Mr. Phelps, having already “produced to his limit,” stayed with Wallingford while the others went out. First of all, they dropped in at a quiet pool-room where they were known, and made inquiries about Whipsaw. They were answered by a laugh, and an offer to “take them on for all they wanted at their own odds,” and, reassured, they scattered, to raise all the money they could. They returned in the course of an hour and counted down a sum larger than Wallingford had thought the four of them could control. He was to find out later that they had not only converted their bank accounts and all their other holdings into currency, but had borrowed all their credit would stand wherever they were known.

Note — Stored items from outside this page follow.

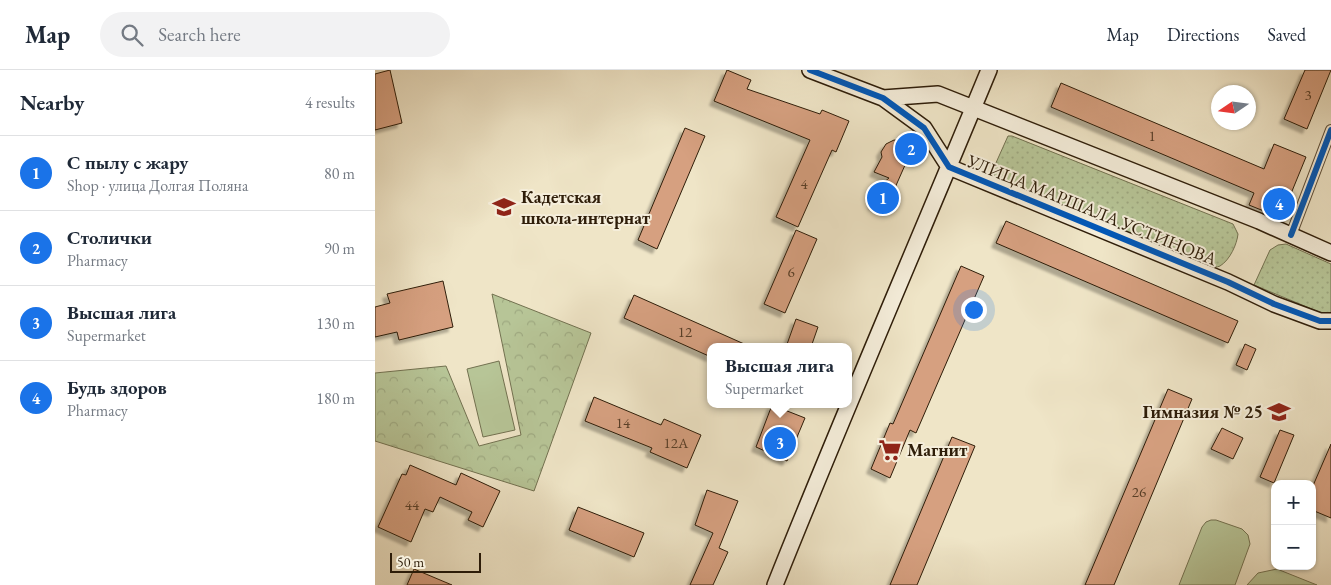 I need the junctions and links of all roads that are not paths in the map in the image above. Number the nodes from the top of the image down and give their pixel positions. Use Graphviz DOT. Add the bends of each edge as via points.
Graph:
graph roads {
  1 [pos="810,70"];
  2 [pos="989,70"];
  3 [pos="883,98"];
  4 [pos="973,109"];
  5 [pos="1331,130"];
  6 [pos="949,167"];
  7 [pos="1291,234"];
  8 [pos="1331,253"];
  9 [pos="1331,321"];
  10 [pos="852,398"];
  11 [pos="848,408"];
  12 [pos="775,585"];
  1 -- 3 [label="street, УЛИЦА МАРШАЛА УСТИНОВА"];
  2 -- 4 [label="street"];
  3 -- 4 [label="street, УЛИЦА МАРШАЛА УСТИНОВА" via="938,94"];
  3 -- 6 [label="street, УЛИЦА МАРШАЛА УСТИНОВА" via="924,128"];
  4 -- 6 [label="street"];
  4 -- 7 [label="street, УЛИЦА МАРШАЛА УСТИНОВА"];
  5 -- 7 [label="street"];
  6 -- 9 [label="street, УЛИЦА МАРШАЛА УСТИНОВА" via="1229,282 1274,304 1319,321"];
  6 -- 10 [label="street"];
  7 -- 8 [label="street, УЛИЦА МАРШАЛА УСТИНОВА"];
  11 -- 12 [label="street"];
} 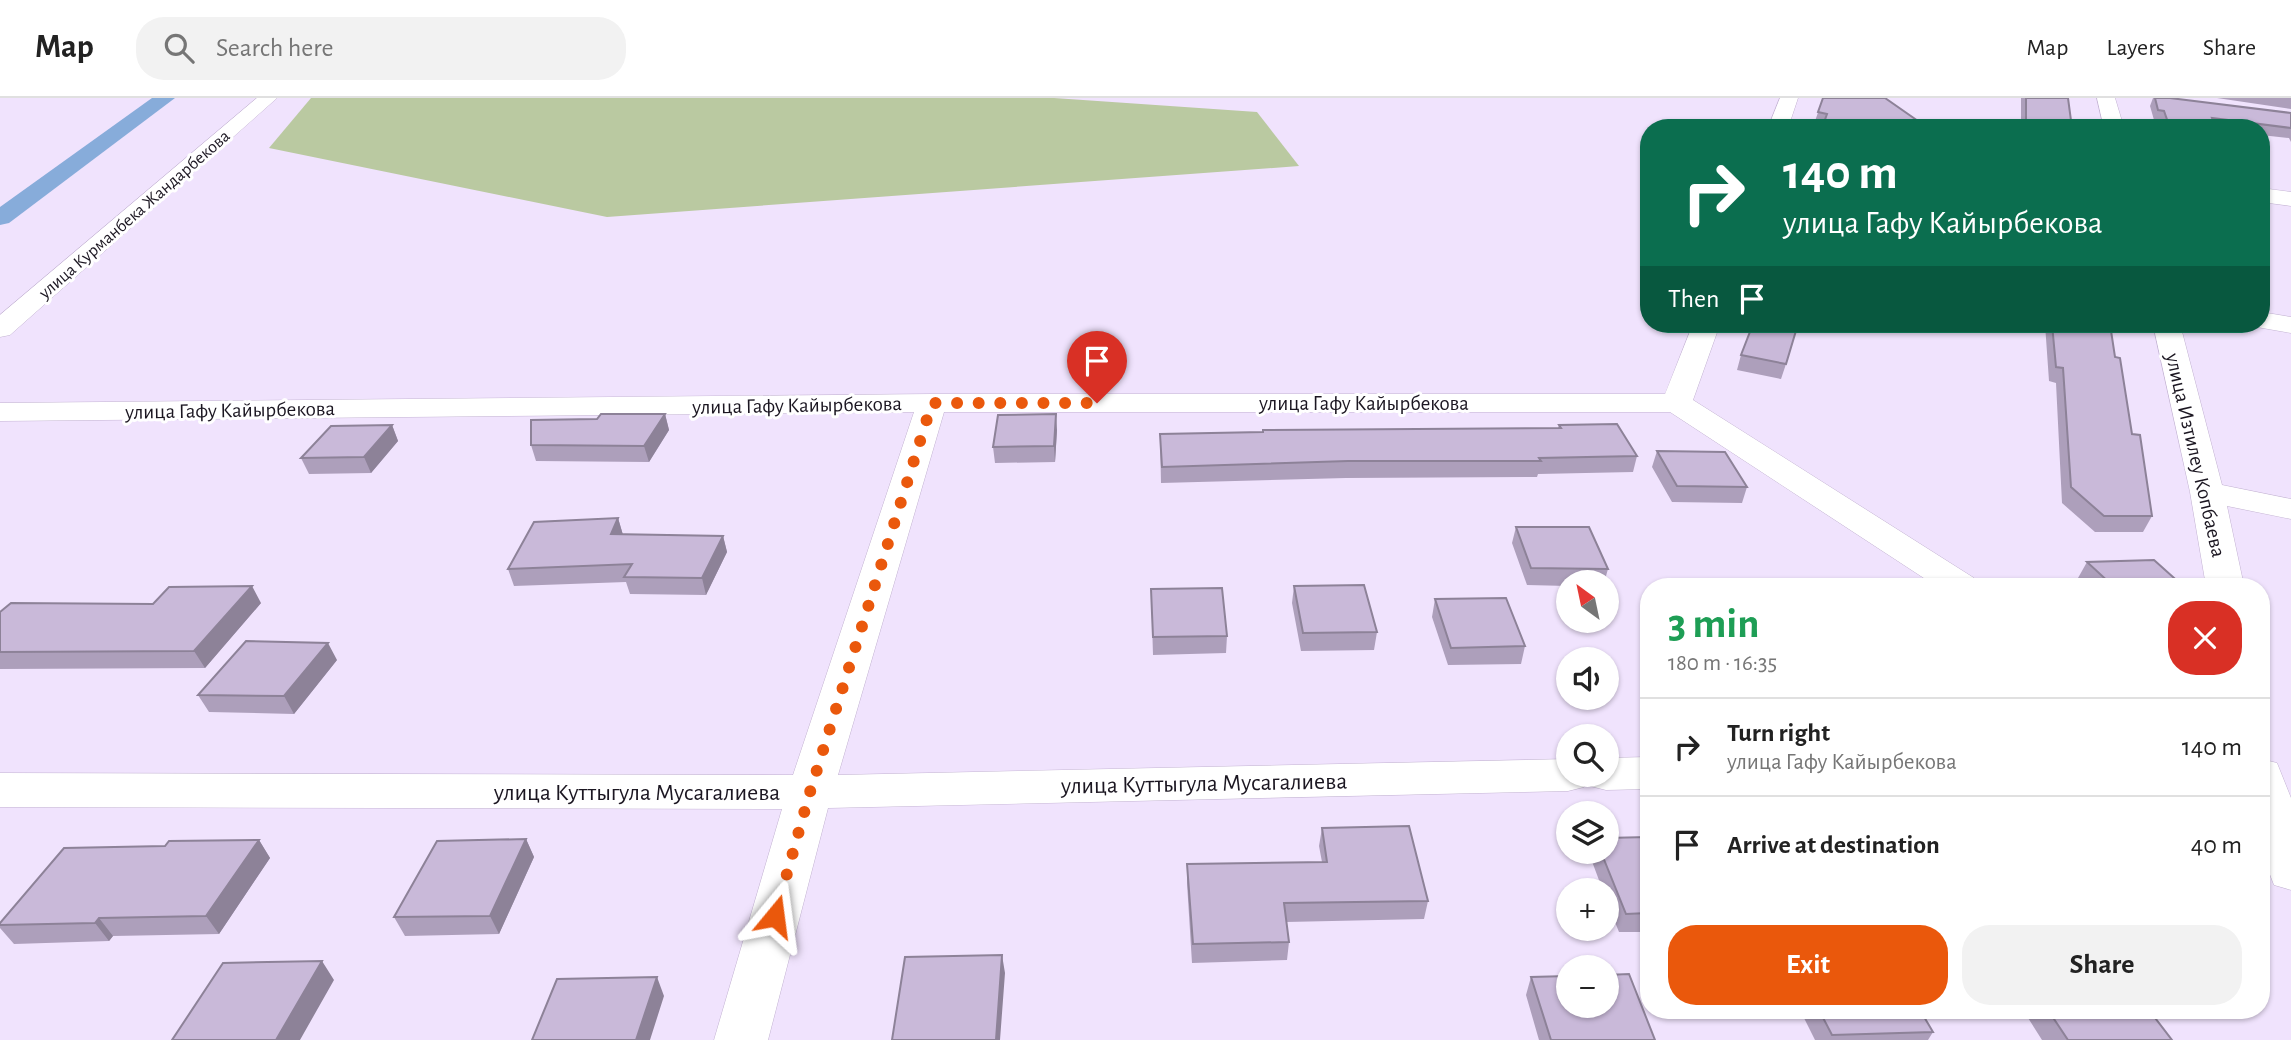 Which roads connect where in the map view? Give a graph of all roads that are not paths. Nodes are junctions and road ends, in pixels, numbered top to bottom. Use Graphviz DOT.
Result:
graph roads {
  1 [pos="268,98"];
  2 [pos="1789,98"];
  3 [pos="2106,98"];
  4 [pos="1781,119"];
  5 [pos="2112,119"];
  6 [pos="2270,196"];
  7 [pos="2291,199"];
  8 [pos="2270,322"];
  9 [pos="2291,325"];
  10 [pos="0,329"];
  11 [pos="1703,333"];
  12 [pos="2168,333"];
  13 [pos="932,403"];
  14 [pos="1677,403"];
  15 [pos="0,412"];
  16 [pos="2207,492"];
  17 [pos="2291,509"];
  18 [pos="1949,578"];
  19 [pos="2223,578"];
  20 [pos="1640,773"];
  21 [pos="1619,774"];
  22 [pos="1556,775"];
  23 [pos="0,790"];
  24 [pos="810,792"];
  25 [pos="2270,793"];
  26 [pos="2291,871"];
  27 [pos="741,1040"];
  1 -- 10 [label="street, улица Курманбека Жандарбекова"];
  2 -- 4 [label="street"];
  3 -- 5 [label="street"];
  6 -- 7 [label="street"];
  8 -- 9 [label="street"];
  11 -- 14 [label="street"];
  12 -- 16 [label="street, улица Изтилеу Копбаева"];
  13 -- 14 [label="street, улица Гафу Кайырбекова"];
  13 -- 15 [label="street, улица Гафу Кайырбекова"];
  13 -- 24 [label="street"];
  14 -- 18 [label="street"];
  16 -- 17 [label="street"];
  16 -- 19 [label="street, улица Изтилеу Копбаева"];
  20 -- 21 [label="street"];
  22 -- 24 [label="street, улица Куттыгула Мусагалиева"];
  23 -- 24 [label="street, улица Куттыгула Мусагалиева"];
  24 -- 27 [label="street"];
  25 -- 26 [label="street"];
}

Wallingford, covering their first five thousand with one, calmly counted out an amount equal to one-half of all the rest they had put down, passed it over to Blackie to hold, then flaunted more money in their faces.

“This is at evens if you can scrape up any more,” he offered sneeringly. “Go soak your jewelry.”

Before making that suggestion he had noted the absence of Larry’s ring and of Billy’s studded watch-charm. Phelps was the only one who still wore anything convertible, a loud cravat-pin, an emerald, set with diamonds.

“Give you two hundred against your pin,” said he to Phelps, and the latter promptly took the bet.

“Are you all in?” asked Wallingford.

They promptly acknowledged that they were “all in.”